TASK OBJECTIVE: Each record that follows should be transcribed word for word.
[Opening INFORMATION GIVEN section]
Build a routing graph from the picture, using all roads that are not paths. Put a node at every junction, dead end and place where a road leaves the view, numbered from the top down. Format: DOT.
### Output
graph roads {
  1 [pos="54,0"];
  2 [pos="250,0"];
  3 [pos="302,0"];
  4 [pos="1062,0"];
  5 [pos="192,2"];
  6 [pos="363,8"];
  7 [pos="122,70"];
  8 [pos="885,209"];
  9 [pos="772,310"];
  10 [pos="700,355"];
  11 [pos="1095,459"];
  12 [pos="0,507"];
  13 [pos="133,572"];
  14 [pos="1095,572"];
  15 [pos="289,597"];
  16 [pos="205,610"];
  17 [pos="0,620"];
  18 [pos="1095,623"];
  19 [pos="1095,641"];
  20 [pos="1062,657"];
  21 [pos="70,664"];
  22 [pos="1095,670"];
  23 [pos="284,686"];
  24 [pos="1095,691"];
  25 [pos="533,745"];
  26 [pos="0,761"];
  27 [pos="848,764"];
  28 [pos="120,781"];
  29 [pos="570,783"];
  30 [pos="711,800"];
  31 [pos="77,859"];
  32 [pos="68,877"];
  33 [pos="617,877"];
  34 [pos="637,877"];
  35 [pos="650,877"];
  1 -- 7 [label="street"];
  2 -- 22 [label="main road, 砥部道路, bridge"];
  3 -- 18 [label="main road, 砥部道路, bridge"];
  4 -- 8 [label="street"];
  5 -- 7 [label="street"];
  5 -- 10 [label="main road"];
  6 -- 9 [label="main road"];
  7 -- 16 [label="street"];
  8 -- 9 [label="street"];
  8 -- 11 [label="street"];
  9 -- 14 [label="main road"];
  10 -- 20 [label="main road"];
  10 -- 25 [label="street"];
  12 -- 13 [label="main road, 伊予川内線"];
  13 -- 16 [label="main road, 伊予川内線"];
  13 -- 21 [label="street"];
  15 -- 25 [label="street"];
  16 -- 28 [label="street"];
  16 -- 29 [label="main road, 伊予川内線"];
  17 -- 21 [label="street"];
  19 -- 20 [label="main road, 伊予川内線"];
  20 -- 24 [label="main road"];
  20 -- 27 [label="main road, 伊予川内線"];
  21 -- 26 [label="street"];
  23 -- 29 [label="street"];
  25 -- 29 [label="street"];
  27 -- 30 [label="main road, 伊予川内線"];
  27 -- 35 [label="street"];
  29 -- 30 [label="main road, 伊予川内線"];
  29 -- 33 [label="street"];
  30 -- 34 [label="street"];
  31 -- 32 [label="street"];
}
[Closing INFORMATION GIVEN section]
OUTPUT:
Build a routing graph from the picture, using all roads that are not paths. Put a node at every junction, dead end and place where a road leaves the view, numbered from the top down. Format: DOT.
### Output
graph roads {
  1 [pos="54,0"];
  2 [pos="250,0"];
  3 [pos="302,0"];
  4 [pos="1062,0"];
  5 [pos="192,2"];
  6 [pos="363,8"];
  7 [pos="122,70"];
  8 [pos="885,209"];
  9 [pos="772,310"];
  10 [pos="700,355"];
  11 [pos="1095,459"];
  12 [pos="0,507"];
  13 [pos="133,572"];
  14 [pos="1095,572"];
  15 [pos="289,597"];
  16 [pos="205,610"];
  17 [pos="0,620"];
  18 [pos="1095,623"];
  19 [pos="1095,641"];
  20 [pos="1062,657"];
  21 [pos="70,664"];
  22 [pos="1095,670"];
  23 [pos="284,686"];
  24 [pos="1095,691"];
  25 [pos="533,745"];
  26 [pos="0,761"];
  27 [pos="848,764"];
  28 [pos="120,781"];
  29 [pos="570,783"];
  30 [pos="711,800"];
  31 [pos="77,859"];
  32 [pos="68,877"];
  33 [pos="617,877"];
  34 [pos="637,877"];
  35 [pos="650,877"];
  1 -- 7 [label="street"];
  2 -- 22 [label="main road, 砥部道路, bridge"];
  3 -- 18 [label="main road, 砥部道路, bridge"];
  4 -- 8 [label="street"];
  5 -- 7 [label="street"];
  5 -- 10 [label="main road"];
  6 -- 9 [label="main road"];
  7 -- 16 [label="street"];
  8 -- 9 [label="street"];
  8 -- 11 [label="street"];
  9 -- 14 [label="main road"];
  10 -- 20 [label="main road"];
  10 -- 25 [label="street"];
  12 -- 13 [label="main road, 伊予川内線"];
  13 -- 16 [label="main road, 伊予川内線"];
  13 -- 21 [label="street"];
  15 -- 25 [label="street"];
  16 -- 28 [label="street"];
  16 -- 29 [label="main road, 伊予川内線"];
  17 -- 21 [label="street"];
  19 -- 20 [label="main road, 伊予川内線"];
  20 -- 24 [label="main road"];
  20 -- 27 [label="main road, 伊予川内線"];
  21 -- 26 [label="street"];
  23 -- 29 [label="street"];
  25 -- 29 [label="street"];
  27 -- 30 [label="main road, 伊予川内線"];
  27 -- 35 [label="street"];
  29 -- 30 [label="main road, 伊予川内線"];
  29 -- 33 [label="street"];
  30 -- 34 [label="street"];
  31 -- 32 [label="street"];
}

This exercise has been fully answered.